BEGIN Listed records
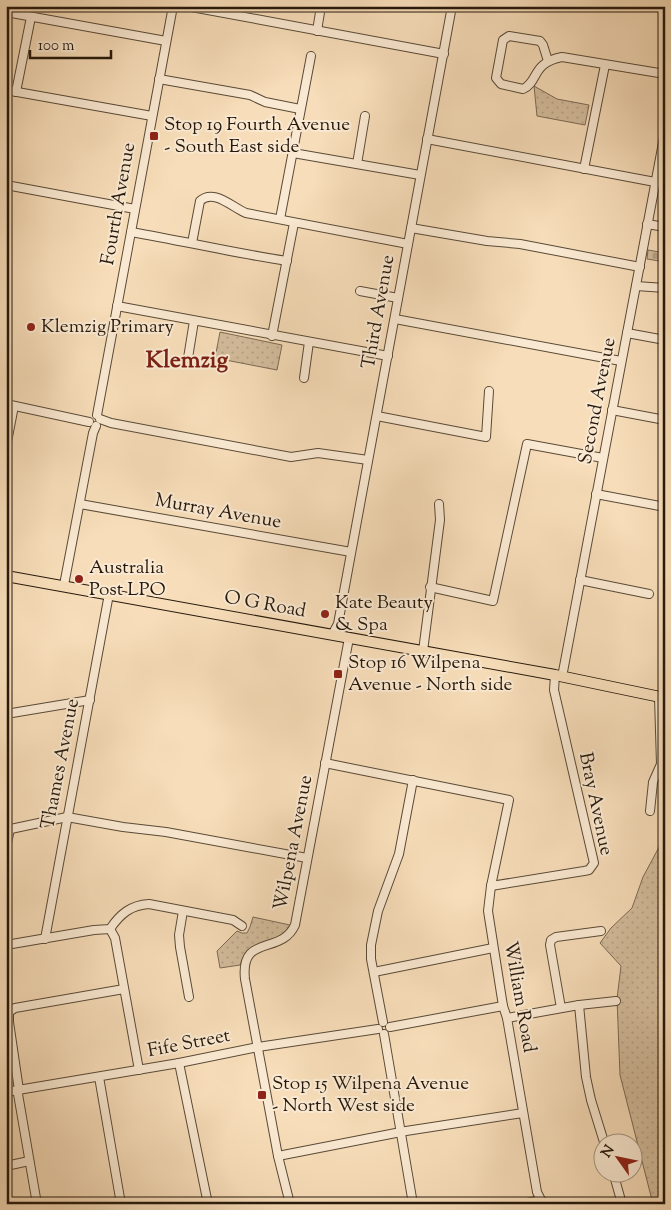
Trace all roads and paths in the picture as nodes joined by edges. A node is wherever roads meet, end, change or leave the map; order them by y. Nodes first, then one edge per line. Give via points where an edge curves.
1 (173, 6) edge
2 (186, 6) edge
3 (321, 6) edge
4 (452, 6) edge
5 (6, 12) edge
6 (31, 17) junction
7 (317, 31) junction
8 (166, 41) junction
9 (444, 54) junction
10 (310, 56) dead end
11 (548, 61) junction
12 (604, 65) junction
13 (665, 74) edge
14 (159, 79) junction
15 (6, 90) edge
16 (16, 92) junction
17 (300, 109) junction
18 (152, 116) junction
19 (365, 116) dead end
20 (665, 132) edge
21 (428, 139) junction
22 (293, 153) junction
23 (662, 159) edge
24 (357, 164) junction
25 (584, 169) junction
26 (420, 175) junction
27 (659, 178) edge
28 (6, 185) edge
29 (135, 209) junction
30 (280, 219) junction
31 (294, 223) junction
32 (647, 224) junction
33 (665, 227) edge
34 (411, 228) junction
35 (131, 232) junction
36 (192, 243) junction
37 (408, 244) junction
38 (286, 261) junction
39 (640, 266) junction
40 (636, 286) junction
41 (665, 288) edge
42 (360, 291) dead end
43 (398, 298) junction
44 (117, 306) junction
45 (395, 319) junction
46 (194, 322) junction
47 (627, 333) junction
48 (272, 336) junction
49 (665, 340) edge
50 (310, 342) junction
51 (388, 356) junction
52 (188, 358) dead end
53 (621, 362) junction
54 (304, 378) dead end
55 (490, 391) dead end
56 (10, 405) edge
57 (612, 410) junction
58 (377, 416) junction
59 (95, 420) junction
60 (665, 420) edge
61 (6, 447) edge
62 (603, 458) junction
63 (368, 460) junction
64 (596, 494) junction
65 (80, 504) junction
66 (439, 504) dead end
67 (665, 507) edge
68 (351, 552) junction
69 (6, 576) edge
70 (580, 580) junction
71 (64, 585) junction
72 (430, 587) junction
73 (109, 594) junction
74 (649, 594) dead end
75 (341, 636) junction
76 (423, 651) junction
77 (558, 676) junction
78 (663, 698) edge
79 (90, 700) junction
80 (6, 714) edge
81 (325, 763) junction
82 (413, 780) junction
83 (650, 811) dead end
84 (67, 817) junction
85 (8, 829) edge
86 (6, 848) edge
87 (307, 858) junction
88 (491, 886) junction
89 (183, 911) junction
90 (242, 926) dead end
91 (110, 929) junction
92 (601, 931) dead end
93 (45, 939) junction
94 (6, 945) edge
95 (493, 948) junction
96 (374, 972) junction
97 (124, 989) junction
98 (189, 997) dead end
99 (616, 1001) dead end
100 (579, 1005) junction
101 (503, 1006) junction
102 (561, 1008) junction
103 (507, 1018) junction
104 (381, 1028) junction
105 (258, 1048) junction
106 (179, 1063) junction
107 (139, 1070) junction
108 (99, 1077) junction
109 (19, 1090) junction
110 (6, 1092) edge
111 (523, 1113) junction
112 (400, 1132) junction
113 (601, 1132) edge
114 (278, 1156) junction
115 (29, 1161) junction
116 (6, 1166) edge
117 (616, 1182) edge
118 (542, 1202) edge
119 (37, 1204) edge
120 (121, 1204) edge
121 (208, 1204) edge
122 (290, 1204) edge
123 (413, 1204) edge
124 (522, 1204) edge
125 (622, 1204) edge

1 - 8 street, Fourth Avenue
2 - 7 street
3 - 7 street
4 - 9 street, Third Avenue
5 - 6 street
6 - 8 street
6 - 16 street
7 - 9 street
8 - 14 street, Fourth Avenue
9 - 21 street, Third Avenue
10 - 17 street
11 - 11 street via 523,89 501,84 496,78 503,40 509,36 540,42
11 - 12 street via 562,56
12 - 13 street
12 - 25 street
14 - 17 street via 250,95 265,102
14 - 18 street, Fourth Avenue
15 - 16 street
16 - 18 street
17 - 22 street
18 - 29 street, Fourth Avenue
19 - 24 street
20 - 23 street, Second Avenue
21 - 25 street
21 - 26 street, Third Avenue
22 - 24 street
22 - 30 street
23 - 27 street, Second Avenue
24 - 26 street
25 - 27 street
26 - 34 street, Third Avenue
27 - 32 street, Second Avenue
28 - 29 street
29 - 35 street, Fourth Avenue
30 - 31 street
30 - 36 street via 246,213 222,199 203,198
31 - 37 street
31 - 38 street
32 - 33 street
32 - 39 street, Second Avenue
34 - 37 street, Third Avenue
34 - 39 street
35 - 36 street
35 - 44 street, Fourth Avenue
36 - 38 street
37 - 43 street, Third Avenue
38 - 48 street
39 - 40 street, Second Avenue
40 - 41 street
40 - 47 street, Second Avenue
42 - 43 street
43 - 45 street, Third Avenue
44 - 46 street
44 - 59 street, Fourth Avenue
45 - 51 street, Third Avenue
45 - 53 street
46 - 48 street
46 - 52 street
47 - 49 street
47 - 53 street, Second Avenue
48 - 50 street
50 - 51 street
50 - 54 street
51 - 58 street, Third Avenue
53 - 57 street, Second Avenue
55 - 58 street via 486,437
56 - 59 street
56 - 61 street
57 - 60 street
57 - 62 street, Second Avenue
58 - 63 street, Third Avenue
59 - 63 street via 291,457 318,453
59 - 65 street, Fourth Avenue
62 - 64 street, Second Avenue
62 - 72 street via 527,444 493,601
63 - 68 street, Third Avenue
64 - 67 street
64 - 70 street, Second Avenue
65 - 68 street, Murray Avenue
65 - 71 street, Fourth Avenue
66 - 72 street via 440,520
68 - 75 street, Third Avenue via 338,624
69 - 71 main road, O G Road
70 - 74 street
70 - 77 street, Second Avenue
71 - 73 main road, O G Road
72 - 76 street
73 - 75 main road, O G Road
73 - 79 street, Thames Avenue
75 - 76 main road, O G Road
75 - 81 street, Wilpena Avenue
76 - 77 main road, O G Road
77 - 78 main road, O G Road
77 - 88 street, Bray Avenue via 554,690 594,863 589,870
78 - 83 street via 661,764 653,782
79 - 80 street
79 - 84 street, Thames Avenue
81 - 82 street
81 - 87 street, Wilpena Avenue
82 - 88 street, William Road via 509,800
82 - 96 street via 399,854 378,911 371,952
84 - 85 street
84 - 87 street
84 - 93 street, Thames Avenue
85 - 86 street
87 - 105 street, Wilpena Avenue via 293,930 281,941 256,949 244,964
88 - 95 street, William Road via 488,917
89 - 90 street via 233,920
89 - 91 street via 149,904 136,905
89 - 98 street via 179,935
91 - 93 street
91 - 97 street via 115,938
92 - 102 street via 551,940
93 - 94 street
95 - 96 street
95 - 101 street, William Road
96 - 104 street
97 - 107 street
97 - 109 street via 11,1009 9,1022
99 - 100 street
100 - 102 street
100 - 113 street via 586,1077
101 - 103 street, William Road
101 - 104 street via 390,1028 388,1024
102 - 103 street
103 - 111 street, William Road
104 - 105 street, Fife Street
104 - 112 street
105 - 106 street, Fife Street
105 - 114 street, Wilpena Avenue
106 - 107 street, Fife Street
106 - 121 street
107 - 108 street, Fife Street
108 - 109 street, Fife Street
108 - 120 street
109 - 110 street, Fife Street
109 - 115 street
111 - 112 street
111 - 118 street, William Road via 537,1192
112 - 114 street
112 - 123 street
114 - 122 street, Wilpena Avenue
115 - 116 street
115 - 119 street
117 - 125 street
118 - 124 street

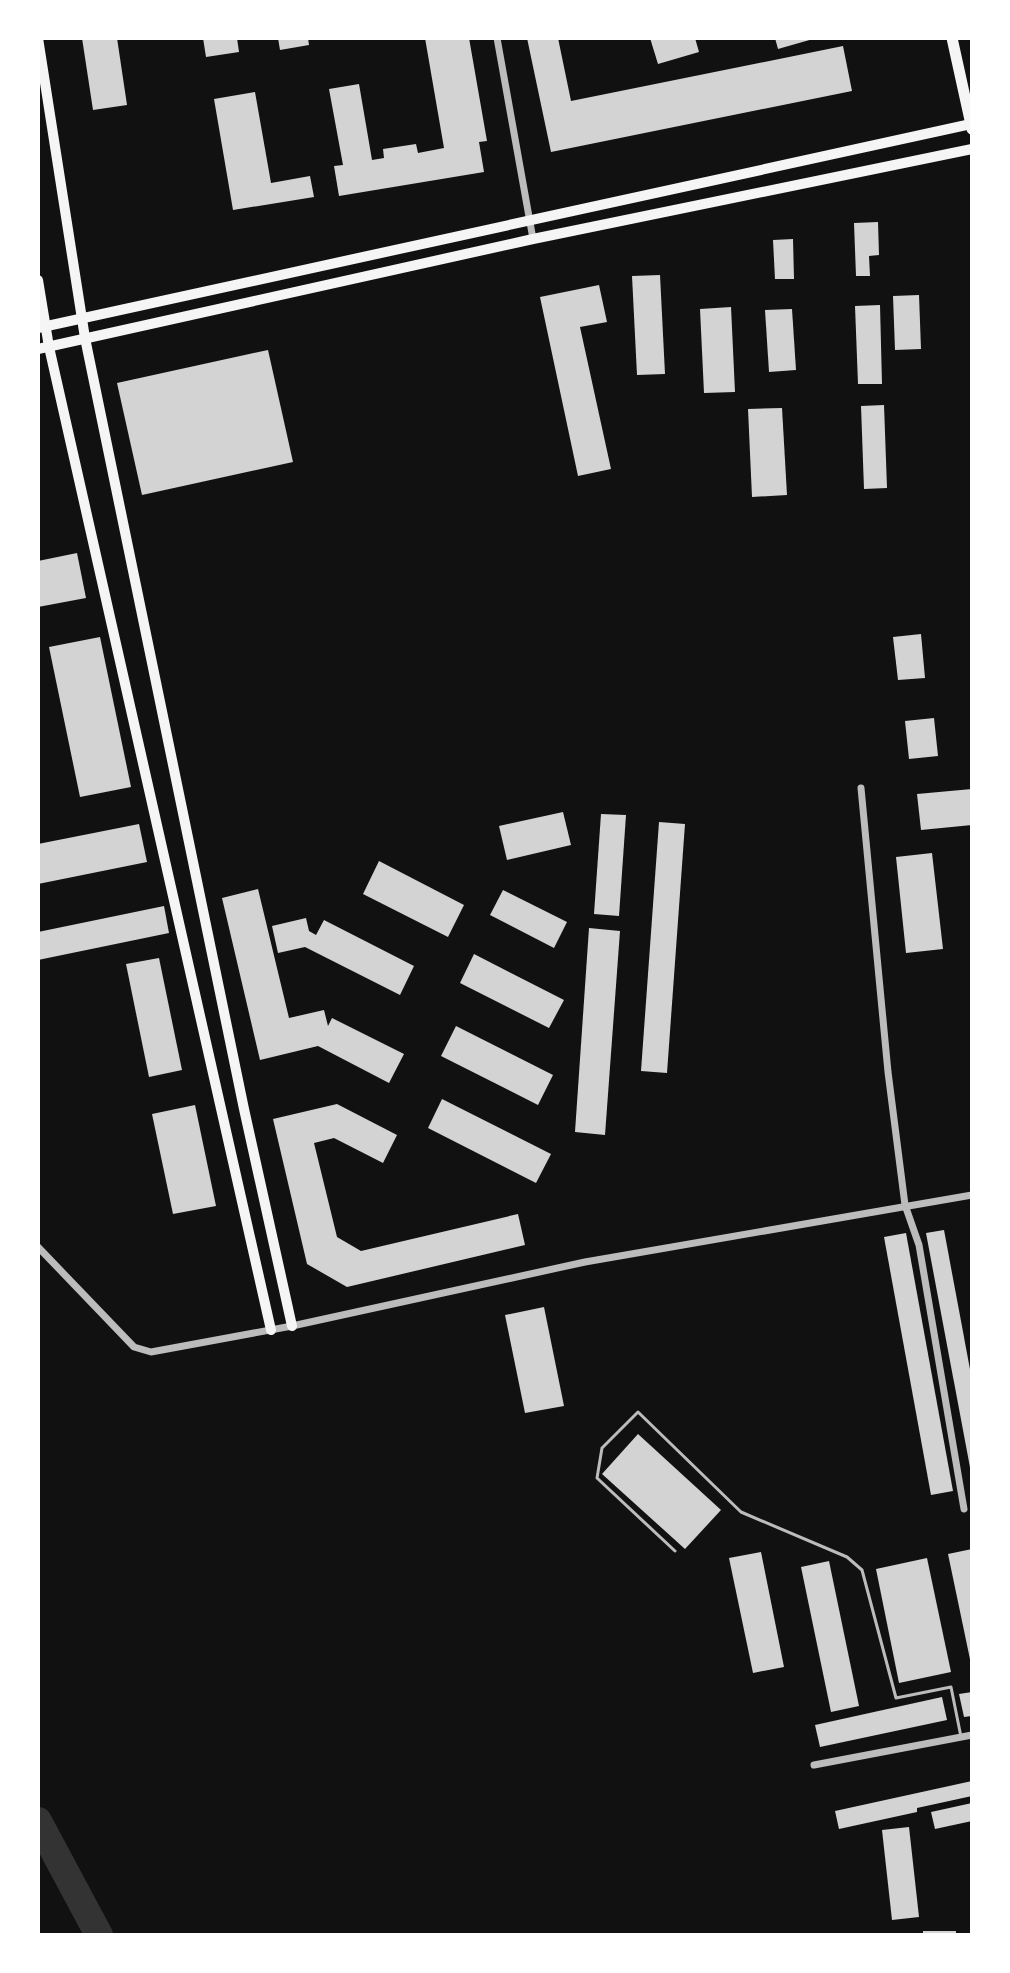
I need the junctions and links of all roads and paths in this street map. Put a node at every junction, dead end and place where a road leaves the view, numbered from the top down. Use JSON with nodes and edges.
{"nodes":[{"id":1,"x":38,"y":38,"type":"edge"},
{"id":2,"x":497,"y":38,"type":"edge"},
{"id":3,"x":952,"y":38,"type":"edge"},
{"id":4,"x":972,"y":126,"type":"edge"},
{"id":5,"x":972,"y":149,"type":"edge"},
{"id":6,"x":530,"y":220,"type":"junction"},
{"id":7,"x":533,"y":239,"type":"junction"},
{"id":8,"x":38,"y":280,"type":"edge"},
{"id":9,"x":82,"y":318,"type":"junction"},
{"id":10,"x":42,"y":327,"type":"edge"},
{"id":11,"x":85,"y":338,"type":"junction"},
{"id":12,"x":43,"y":348,"type":"edge"},
{"id":13,"x":861,"y":788,"type":"dead end"},
{"id":14,"x":972,"y":1195,"type":"edge"},
{"id":15,"x":905,"y":1205,"type":"junction"},
{"id":16,"x":38,"y":1247,"type":"edge"},
{"id":17,"x":292,"y":1326,"type":"junction"},
{"id":18,"x":271,"y":1330,"type":"junction"},
{"id":19,"x":964,"y":1509,"type":"dead end"},
{"id":20,"x":675,"y":1551,"type":"dead end"},
{"id":21,"x":972,"y":1735,"type":"edge"},
{"id":22,"x":961,"y":1737,"type":"junction"},
{"id":23,"x":814,"y":1765,"type":"dead end"}],
"edges":[{"from":1,"to":9,"type":"main road"},
{"from":2,"to":6,"type":"street"},
{"from":3,"to":4,"type":"main road"},
{"from":4,"to":6,"type":"main road"},
{"from":5,"to":7,"type":"main road"},
{"from":6,"to":7,"type":"street"},
{"from":6,"to":9,"type":"main road"},
{"from":7,"to":11,"type":"main road"},
{"from":8,"to":10,"type":"main road"},
{"from":9,"to":10,"type":"main road"},
{"from":9,"to":11,"type":"main road"},
{"from":10,"to":12,"type":"main road"},
{"from":11,"to":12,"type":"main road"},
{"from":11,"to":17,"type":"main road"},
{"from":12,"to":18,"type":"main road"},
{"from":13,"to":15,"type":"street"},
{"from":14,"to":15,"type":"street"},
{"from":15,"to":17,"type":"street"},
{"from":15,"to":19,"type":"street"},
{"from":16,"to":18,"type":"street"},
{"from":17,"to":18,"type":"street"},
{"from":20,"to":22,"type":"lane"},
{"from":21,"to":22,"type":"street"},
{"from":22,"to":23,"type":"street"}]}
END Listed records
The lines to show are those in the data above that include "Wilpena".

75 - 81 street, Wilpena Avenue
81 - 87 street, Wilpena Avenue
87 - 105 street, Wilpena Avenue via 293,930 281,941 256,949 244,964
105 - 114 street, Wilpena Avenue
114 - 122 street, Wilpena Avenue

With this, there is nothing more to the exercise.